* [Work task] Using the data below, count the lines where "Phillips" appears, and answer with the number alone.

* [Stored items]
++++++++++++++++++++

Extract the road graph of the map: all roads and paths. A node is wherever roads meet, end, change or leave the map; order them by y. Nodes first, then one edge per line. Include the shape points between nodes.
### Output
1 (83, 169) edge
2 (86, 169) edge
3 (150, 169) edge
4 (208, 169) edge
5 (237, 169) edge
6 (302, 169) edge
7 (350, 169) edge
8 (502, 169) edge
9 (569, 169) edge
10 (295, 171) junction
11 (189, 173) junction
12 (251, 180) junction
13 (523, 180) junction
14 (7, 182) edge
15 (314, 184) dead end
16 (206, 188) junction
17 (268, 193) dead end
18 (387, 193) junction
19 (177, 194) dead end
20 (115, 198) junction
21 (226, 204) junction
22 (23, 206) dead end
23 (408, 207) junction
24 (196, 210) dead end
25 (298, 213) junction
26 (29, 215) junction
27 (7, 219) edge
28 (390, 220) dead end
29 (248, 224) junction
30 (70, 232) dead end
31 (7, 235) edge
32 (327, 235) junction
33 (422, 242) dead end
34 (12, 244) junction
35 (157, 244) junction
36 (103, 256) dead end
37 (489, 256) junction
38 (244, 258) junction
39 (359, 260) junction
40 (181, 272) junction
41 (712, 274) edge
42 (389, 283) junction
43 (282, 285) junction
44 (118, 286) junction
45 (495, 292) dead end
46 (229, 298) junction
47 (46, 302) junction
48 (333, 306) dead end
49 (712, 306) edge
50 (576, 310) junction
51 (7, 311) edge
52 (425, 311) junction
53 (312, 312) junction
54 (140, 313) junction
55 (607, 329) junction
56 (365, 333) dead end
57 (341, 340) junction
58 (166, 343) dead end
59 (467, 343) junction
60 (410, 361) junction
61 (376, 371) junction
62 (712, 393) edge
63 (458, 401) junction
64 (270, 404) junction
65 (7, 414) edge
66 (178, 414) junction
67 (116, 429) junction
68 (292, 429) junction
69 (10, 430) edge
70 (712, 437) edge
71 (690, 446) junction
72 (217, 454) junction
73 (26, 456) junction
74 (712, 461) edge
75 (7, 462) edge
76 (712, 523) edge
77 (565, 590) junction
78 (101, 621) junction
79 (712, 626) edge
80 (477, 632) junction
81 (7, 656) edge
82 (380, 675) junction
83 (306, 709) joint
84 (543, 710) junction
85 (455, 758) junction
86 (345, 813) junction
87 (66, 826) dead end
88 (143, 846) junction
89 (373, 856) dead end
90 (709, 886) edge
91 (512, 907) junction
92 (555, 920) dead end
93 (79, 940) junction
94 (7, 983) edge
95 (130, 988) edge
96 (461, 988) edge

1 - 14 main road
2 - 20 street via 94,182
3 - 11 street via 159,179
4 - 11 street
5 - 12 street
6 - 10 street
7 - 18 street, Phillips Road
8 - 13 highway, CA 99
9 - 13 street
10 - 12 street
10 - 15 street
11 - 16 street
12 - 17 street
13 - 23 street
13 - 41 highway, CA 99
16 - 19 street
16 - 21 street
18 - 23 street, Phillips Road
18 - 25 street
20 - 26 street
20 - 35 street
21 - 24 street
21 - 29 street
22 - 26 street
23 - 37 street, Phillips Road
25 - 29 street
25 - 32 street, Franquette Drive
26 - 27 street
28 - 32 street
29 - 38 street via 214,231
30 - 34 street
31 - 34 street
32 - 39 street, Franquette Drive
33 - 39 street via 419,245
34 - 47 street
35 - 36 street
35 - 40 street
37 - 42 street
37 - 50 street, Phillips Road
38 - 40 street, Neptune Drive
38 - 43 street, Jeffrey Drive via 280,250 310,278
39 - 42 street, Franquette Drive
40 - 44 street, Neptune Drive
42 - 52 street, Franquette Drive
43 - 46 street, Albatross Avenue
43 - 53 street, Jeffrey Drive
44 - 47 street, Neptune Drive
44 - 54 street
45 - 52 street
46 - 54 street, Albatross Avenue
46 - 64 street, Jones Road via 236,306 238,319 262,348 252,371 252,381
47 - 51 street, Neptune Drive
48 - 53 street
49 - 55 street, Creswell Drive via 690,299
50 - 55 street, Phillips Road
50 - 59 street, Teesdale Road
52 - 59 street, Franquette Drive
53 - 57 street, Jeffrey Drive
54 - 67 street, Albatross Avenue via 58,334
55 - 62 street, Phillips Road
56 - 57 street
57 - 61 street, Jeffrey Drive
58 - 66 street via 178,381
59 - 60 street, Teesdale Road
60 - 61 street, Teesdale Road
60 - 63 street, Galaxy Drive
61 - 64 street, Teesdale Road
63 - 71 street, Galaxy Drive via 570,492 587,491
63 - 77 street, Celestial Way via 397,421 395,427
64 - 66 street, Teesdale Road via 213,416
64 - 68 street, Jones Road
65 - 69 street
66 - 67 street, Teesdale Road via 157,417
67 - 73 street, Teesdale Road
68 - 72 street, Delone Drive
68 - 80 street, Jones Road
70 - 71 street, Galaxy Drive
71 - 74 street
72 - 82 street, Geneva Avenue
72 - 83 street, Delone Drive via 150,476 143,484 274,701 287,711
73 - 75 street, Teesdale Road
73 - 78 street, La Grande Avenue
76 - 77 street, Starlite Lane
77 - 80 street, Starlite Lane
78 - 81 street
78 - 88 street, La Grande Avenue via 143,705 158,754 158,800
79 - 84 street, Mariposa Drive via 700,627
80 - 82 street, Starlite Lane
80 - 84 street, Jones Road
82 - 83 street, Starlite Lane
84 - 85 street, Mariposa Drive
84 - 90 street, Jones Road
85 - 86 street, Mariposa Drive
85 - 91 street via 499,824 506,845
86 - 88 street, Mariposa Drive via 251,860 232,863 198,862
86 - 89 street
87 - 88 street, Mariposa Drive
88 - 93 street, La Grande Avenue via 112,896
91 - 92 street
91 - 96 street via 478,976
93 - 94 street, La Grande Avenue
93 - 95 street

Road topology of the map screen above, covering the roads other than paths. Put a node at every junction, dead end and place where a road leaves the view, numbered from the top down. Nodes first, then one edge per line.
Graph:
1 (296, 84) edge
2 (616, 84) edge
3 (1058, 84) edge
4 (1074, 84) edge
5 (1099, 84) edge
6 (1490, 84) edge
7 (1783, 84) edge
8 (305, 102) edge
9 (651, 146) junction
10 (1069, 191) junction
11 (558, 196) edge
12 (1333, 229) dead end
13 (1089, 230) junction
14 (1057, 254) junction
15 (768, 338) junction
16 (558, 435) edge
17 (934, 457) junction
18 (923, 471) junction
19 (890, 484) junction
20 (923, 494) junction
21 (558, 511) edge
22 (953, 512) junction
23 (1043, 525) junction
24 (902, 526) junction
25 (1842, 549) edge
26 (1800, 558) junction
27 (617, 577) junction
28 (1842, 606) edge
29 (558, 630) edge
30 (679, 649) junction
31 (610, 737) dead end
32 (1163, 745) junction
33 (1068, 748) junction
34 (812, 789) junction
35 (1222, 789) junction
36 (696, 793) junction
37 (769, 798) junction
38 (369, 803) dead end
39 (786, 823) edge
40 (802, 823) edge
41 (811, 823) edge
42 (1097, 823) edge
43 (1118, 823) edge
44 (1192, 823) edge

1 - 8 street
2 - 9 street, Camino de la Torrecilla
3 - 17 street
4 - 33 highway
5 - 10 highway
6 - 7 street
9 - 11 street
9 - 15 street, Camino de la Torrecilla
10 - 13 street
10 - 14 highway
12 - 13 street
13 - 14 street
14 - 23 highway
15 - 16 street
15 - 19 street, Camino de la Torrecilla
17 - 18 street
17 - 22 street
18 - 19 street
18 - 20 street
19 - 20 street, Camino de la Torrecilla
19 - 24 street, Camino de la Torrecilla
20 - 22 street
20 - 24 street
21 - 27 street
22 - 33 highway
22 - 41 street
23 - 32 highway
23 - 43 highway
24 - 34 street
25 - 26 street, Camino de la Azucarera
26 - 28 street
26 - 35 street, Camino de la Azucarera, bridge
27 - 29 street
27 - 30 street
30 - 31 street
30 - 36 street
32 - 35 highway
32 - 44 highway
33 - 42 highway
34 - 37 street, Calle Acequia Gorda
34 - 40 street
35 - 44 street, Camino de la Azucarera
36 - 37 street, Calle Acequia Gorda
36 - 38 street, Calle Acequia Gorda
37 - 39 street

++++++++++++++++++++

* [Answer to the exercise] 6